Have a hankering for Pizza? Our recipe for super easy & flavorful Pita Pizza is just for you! A crispy whole wheat pita crust replaces traditional carb heavy dough and makes the perfect healthy pizza option! We kept our toppings simple with fresh ripe tomatoes, cheese and torn spinach leaves. This is such a fun dinner to do with the whole family! Everyone can pick their favorite toppings and make their own custom pizza. Just be careful not to let your toppings get too heavy especially when using toppings like tomatoes. We used a paper towel to lightly pat our tomatoes after we sliced it to help absorb some moisture and make it lighter on the crust. So grab a pack of Joseph's Whole Wheat Pitas and make tonight Pizza night!
- 2 oz cheese
- 1 TBSP Olive Oil with Italian Seasonings
- 1 60 calorie pita, split open
- 1 large roma tomato, about 3 oz
- Shredded or torn spinach leaves, optional
- In small dish combine olive and italian seasoning.
- Allow to marinate for 20 or more minutes.
- Once olive oil is ready split your pita in half, go slow and be careful to avoid the pita breaking.
- Brush one side with of each pita with olive oil and bake at 350 for 3-5 minutes until slightly browned.
- Remove and place Pita toasted side down on a baking rack, brush other side with remaining olive oil.

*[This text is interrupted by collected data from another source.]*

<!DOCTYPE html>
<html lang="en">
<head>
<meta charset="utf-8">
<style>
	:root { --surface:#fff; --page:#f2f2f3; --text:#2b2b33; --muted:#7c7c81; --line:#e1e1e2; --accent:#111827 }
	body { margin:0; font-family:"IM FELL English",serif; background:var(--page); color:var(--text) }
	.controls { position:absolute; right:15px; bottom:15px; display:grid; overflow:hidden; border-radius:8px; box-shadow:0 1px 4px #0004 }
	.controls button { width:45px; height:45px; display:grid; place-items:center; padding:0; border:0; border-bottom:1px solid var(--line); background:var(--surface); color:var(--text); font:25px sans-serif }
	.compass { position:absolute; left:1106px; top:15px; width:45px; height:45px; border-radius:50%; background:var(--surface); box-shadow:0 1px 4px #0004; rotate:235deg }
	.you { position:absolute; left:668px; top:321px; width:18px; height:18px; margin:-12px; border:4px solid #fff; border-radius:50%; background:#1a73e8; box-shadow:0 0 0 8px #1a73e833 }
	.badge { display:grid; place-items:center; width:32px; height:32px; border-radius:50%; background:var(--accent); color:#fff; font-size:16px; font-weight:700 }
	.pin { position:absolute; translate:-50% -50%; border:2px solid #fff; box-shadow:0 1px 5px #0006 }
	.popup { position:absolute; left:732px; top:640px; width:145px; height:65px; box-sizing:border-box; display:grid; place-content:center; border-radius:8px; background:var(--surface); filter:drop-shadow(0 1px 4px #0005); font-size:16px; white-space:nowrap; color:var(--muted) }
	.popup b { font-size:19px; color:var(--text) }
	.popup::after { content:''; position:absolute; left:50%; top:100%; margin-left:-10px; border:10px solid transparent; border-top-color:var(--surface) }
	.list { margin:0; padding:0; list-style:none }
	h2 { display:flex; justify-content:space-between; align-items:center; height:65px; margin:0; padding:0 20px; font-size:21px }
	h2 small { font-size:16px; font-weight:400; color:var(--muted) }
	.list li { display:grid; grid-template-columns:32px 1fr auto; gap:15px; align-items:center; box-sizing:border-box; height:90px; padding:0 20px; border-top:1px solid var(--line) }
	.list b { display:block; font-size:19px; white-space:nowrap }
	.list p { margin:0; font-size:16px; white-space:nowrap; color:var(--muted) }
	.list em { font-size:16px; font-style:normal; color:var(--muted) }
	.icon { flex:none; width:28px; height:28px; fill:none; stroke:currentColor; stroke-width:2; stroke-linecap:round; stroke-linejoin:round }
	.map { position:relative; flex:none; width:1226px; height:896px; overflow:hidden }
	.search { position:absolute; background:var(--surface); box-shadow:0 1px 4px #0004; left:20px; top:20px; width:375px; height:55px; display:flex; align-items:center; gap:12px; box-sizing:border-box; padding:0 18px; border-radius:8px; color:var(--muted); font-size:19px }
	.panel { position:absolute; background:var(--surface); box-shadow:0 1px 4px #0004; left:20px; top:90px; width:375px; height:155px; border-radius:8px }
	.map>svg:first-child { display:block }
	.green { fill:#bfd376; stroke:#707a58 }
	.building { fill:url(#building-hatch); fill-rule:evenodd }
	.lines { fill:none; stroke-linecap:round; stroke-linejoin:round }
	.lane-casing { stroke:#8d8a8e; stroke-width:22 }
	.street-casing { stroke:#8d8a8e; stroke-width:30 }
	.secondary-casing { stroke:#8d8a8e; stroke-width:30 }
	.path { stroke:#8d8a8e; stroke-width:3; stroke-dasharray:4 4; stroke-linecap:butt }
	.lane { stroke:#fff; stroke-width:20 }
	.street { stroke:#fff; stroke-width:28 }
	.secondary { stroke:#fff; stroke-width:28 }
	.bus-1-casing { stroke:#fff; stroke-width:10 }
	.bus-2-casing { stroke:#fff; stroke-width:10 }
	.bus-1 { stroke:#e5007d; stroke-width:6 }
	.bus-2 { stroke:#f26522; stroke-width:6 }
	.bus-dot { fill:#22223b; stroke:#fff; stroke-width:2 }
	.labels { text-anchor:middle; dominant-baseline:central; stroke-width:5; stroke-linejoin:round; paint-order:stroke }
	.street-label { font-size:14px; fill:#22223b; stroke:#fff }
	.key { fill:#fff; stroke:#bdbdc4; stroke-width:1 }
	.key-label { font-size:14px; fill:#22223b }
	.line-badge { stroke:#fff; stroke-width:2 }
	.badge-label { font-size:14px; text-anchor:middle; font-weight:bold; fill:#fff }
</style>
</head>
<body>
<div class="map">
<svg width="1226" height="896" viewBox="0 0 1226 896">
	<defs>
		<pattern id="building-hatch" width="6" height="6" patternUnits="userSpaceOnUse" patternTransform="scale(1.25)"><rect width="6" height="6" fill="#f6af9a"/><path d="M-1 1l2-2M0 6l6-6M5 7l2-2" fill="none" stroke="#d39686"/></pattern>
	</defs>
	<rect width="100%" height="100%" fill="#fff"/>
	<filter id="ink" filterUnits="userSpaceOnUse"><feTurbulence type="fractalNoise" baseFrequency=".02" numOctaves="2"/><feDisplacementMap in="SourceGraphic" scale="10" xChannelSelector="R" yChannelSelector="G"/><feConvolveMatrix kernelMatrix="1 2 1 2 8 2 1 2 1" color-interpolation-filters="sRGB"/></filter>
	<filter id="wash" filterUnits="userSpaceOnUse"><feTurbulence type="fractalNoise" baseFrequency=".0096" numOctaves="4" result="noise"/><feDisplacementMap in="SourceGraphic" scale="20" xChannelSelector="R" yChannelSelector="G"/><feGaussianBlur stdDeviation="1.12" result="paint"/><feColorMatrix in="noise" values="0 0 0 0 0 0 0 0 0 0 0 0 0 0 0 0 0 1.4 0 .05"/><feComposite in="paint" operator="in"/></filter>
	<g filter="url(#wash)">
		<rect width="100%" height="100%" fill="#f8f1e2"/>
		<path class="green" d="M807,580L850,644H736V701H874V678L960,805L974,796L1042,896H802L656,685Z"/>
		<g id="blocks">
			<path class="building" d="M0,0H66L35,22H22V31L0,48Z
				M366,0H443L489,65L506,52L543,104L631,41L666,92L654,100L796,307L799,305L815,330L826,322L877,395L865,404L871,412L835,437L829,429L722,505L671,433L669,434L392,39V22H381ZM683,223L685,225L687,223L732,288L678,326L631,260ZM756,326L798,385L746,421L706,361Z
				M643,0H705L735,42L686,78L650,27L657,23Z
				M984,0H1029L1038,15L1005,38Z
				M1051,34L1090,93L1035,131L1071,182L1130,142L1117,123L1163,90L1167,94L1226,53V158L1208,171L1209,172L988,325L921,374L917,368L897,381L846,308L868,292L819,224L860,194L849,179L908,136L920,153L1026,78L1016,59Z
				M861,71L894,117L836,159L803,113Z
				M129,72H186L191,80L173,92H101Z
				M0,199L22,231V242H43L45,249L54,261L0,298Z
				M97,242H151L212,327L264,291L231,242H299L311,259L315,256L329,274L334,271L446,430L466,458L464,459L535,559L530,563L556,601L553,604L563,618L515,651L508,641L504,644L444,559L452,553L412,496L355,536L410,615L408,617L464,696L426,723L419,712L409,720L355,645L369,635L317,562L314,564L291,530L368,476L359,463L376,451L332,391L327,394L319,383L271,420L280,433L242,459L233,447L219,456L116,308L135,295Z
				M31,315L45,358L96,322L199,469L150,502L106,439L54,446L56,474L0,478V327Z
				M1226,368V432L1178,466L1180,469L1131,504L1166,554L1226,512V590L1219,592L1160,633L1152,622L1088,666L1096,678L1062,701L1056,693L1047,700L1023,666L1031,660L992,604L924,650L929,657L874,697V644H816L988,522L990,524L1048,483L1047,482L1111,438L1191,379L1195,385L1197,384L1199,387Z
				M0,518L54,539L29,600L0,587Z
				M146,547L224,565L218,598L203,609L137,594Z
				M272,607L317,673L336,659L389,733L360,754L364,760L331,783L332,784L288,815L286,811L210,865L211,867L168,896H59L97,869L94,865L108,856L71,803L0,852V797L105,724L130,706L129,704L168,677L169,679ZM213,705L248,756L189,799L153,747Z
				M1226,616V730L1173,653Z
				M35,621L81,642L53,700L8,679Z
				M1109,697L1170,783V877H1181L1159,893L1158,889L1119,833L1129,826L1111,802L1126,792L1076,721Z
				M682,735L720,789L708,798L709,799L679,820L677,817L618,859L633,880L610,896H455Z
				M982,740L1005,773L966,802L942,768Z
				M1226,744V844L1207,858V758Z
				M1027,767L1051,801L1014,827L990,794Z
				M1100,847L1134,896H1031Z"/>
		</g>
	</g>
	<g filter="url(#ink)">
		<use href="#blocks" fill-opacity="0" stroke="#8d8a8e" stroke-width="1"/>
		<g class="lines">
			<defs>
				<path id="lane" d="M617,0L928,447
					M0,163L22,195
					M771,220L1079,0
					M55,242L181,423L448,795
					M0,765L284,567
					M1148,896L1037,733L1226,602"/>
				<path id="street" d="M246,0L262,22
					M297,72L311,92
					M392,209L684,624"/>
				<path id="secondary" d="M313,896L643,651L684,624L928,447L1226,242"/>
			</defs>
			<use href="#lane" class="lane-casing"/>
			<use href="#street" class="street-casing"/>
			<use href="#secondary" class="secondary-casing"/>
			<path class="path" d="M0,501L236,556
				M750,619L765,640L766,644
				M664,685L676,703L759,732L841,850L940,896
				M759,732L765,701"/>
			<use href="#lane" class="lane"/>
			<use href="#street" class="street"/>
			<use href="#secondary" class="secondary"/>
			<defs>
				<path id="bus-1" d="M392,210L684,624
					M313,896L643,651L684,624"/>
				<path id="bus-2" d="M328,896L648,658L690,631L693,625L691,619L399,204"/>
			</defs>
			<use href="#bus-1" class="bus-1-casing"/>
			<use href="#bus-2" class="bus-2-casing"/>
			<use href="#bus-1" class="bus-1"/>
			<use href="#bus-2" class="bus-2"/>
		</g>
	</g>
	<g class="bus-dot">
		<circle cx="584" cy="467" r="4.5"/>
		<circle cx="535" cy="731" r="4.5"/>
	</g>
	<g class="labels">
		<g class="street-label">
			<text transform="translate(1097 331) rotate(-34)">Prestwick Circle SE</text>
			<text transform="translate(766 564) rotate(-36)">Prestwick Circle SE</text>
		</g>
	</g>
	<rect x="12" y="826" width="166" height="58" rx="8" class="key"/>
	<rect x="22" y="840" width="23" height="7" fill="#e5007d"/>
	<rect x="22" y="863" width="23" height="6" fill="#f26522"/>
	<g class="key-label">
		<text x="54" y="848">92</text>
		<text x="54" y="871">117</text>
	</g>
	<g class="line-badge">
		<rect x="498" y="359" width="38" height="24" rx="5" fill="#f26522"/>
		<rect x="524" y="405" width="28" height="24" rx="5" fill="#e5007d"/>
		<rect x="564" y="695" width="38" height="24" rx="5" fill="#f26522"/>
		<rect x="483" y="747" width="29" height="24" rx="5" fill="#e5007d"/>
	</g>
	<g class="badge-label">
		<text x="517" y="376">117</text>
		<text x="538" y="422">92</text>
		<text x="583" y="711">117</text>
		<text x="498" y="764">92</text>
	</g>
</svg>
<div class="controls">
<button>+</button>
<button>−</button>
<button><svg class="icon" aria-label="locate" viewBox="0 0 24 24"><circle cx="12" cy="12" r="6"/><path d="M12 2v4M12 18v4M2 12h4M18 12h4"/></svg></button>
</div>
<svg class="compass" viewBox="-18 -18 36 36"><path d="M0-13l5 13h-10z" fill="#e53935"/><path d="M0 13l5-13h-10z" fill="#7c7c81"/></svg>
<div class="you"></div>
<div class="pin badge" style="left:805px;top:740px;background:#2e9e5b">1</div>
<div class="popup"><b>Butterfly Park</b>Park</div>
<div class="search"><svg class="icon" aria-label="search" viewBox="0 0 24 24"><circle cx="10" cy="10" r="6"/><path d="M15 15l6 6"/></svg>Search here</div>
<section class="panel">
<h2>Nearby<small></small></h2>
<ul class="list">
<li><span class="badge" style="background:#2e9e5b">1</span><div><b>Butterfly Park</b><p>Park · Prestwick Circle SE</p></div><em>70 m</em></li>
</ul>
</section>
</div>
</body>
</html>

- Top with diced tomatoes, garlic or garlic powder and shredded cheese on each pita.
- Bake at 350 for 3-5 minutes until cheese bubbles.
- Top with shredded spinach.
Replaces: 1 serving carbohydrate, 2 oz hard cheese (protein) and 3 oz vegetables.
Note: This is great paired with a fresh green salad as a side to give you a full 8 oz of vegetables!